Exercise brief – Where a picture occurs in the data, omit it, and copy all remaining data exactly.
--- START ---
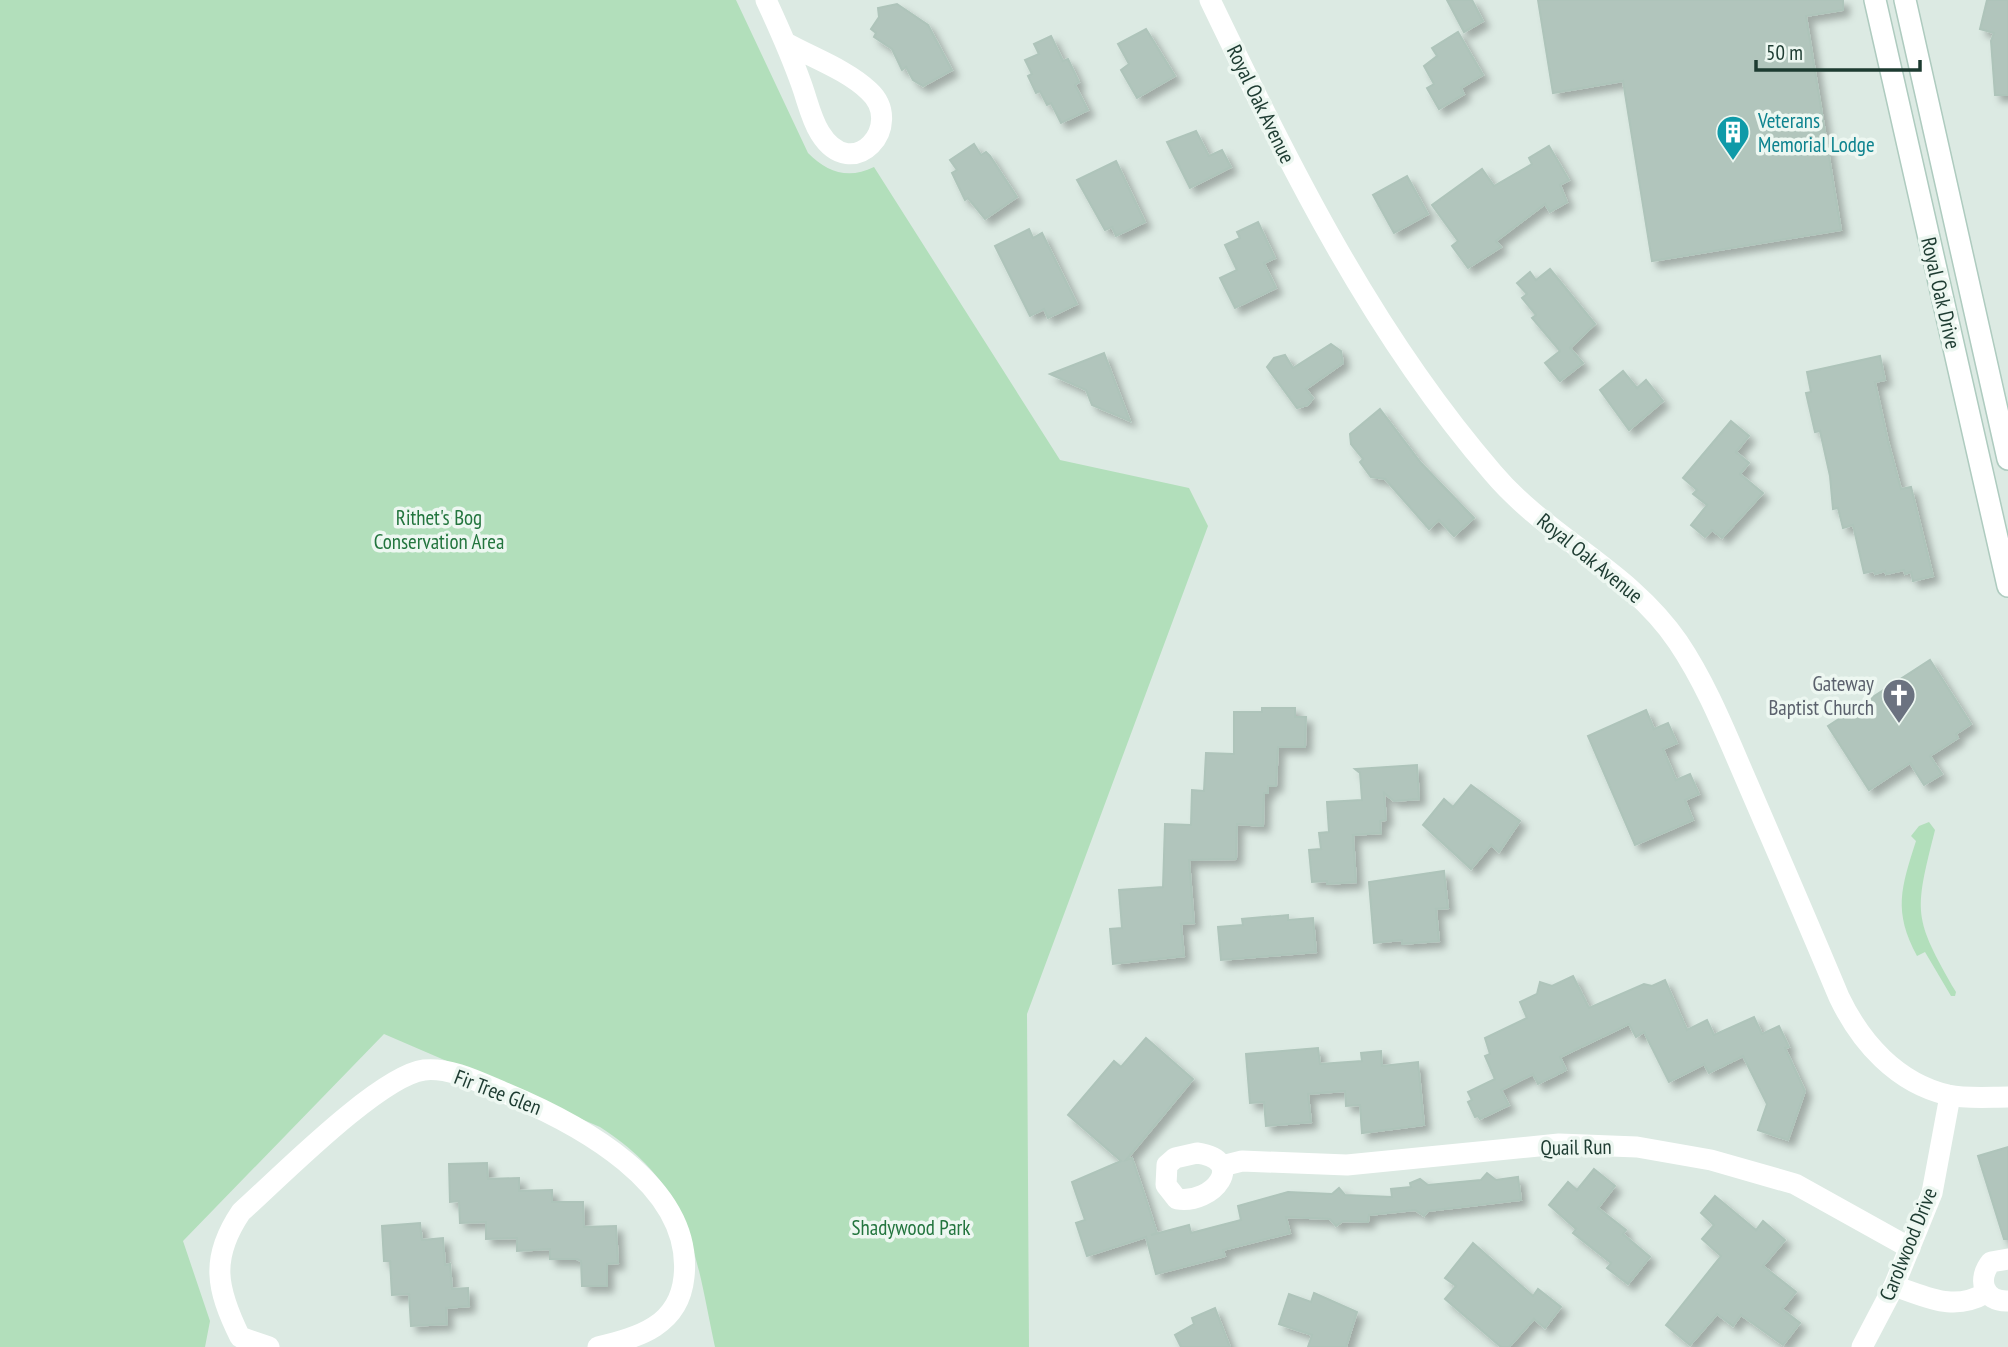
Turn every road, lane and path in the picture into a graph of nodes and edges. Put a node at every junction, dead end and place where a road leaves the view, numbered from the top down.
1 (766, 0) edge
2 (1210, 0) edge
3 (1875, 0) edge
4 (1905, 0) edge
5 (786, 43) junction
6 (2008, 459) edge
7 (2008, 586) edge
8 (1950, 1096) junction
9 (2008, 1097) edge
10 (1222, 1166) dead end
11 (1910, 1248) junction
12 (2008, 1259) edge
13 (1894, 1286) junction
14 (1986, 1293) junction
15 (2008, 1301) edge
16 (235, 1342) edge
17 (269, 1347) edge
18 (598, 1347) edge
19 (1862, 1347) edge

1 - 5 street
2 - 8 street, Royal Oak Avenue
3 - 7 street, Royal Oak Drive
4 - 6 street, Royal Oak Drive
5 - 5 street
8 - 9 street, Royal Oak Avenue
8 - 11 street, Carolwood Drive
10 - 11 street, Quail Run
11 - 13 street, Carolwood Drive
12 - 14 street
13 - 14 street
13 - 19 street, Carolwood Drive
14 - 15 street
16 - 17 street, Fir Tree Glen
16 - 18 street, Fir Tree Glen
--- END ---
Result of this task –
Turn every road, lane and path in the picture into a graph of nodes and edges. Put a node at every junction, dead end and place where a road leaves the view, numbered from the top down.
1 (766, 0) edge
2 (1210, 0) edge
3 (1875, 0) edge
4 (1905, 0) edge
5 (786, 43) junction
6 (2008, 459) edge
7 (2008, 586) edge
8 (1950, 1096) junction
9 (2008, 1097) edge
10 (1222, 1166) dead end
11 (1910, 1248) junction
12 (2008, 1259) edge
13 (1894, 1286) junction
14 (1986, 1293) junction
15 (2008, 1301) edge
16 (235, 1342) edge
17 (269, 1347) edge
18 (598, 1347) edge
19 (1862, 1347) edge

1 - 5 street
2 - 8 street, Royal Oak Avenue
3 - 7 street, Royal Oak Drive
4 - 6 street, Royal Oak Drive
5 - 5 street
8 - 9 street, Royal Oak Avenue
8 - 11 street, Carolwood Drive
10 - 11 street, Quail Run
11 - 13 street, Carolwood Drive
12 - 14 street
13 - 14 street
13 - 19 street, Carolwood Drive
14 - 15 street
16 - 17 street, Fir Tree Glen
16 - 18 street, Fir Tree Glen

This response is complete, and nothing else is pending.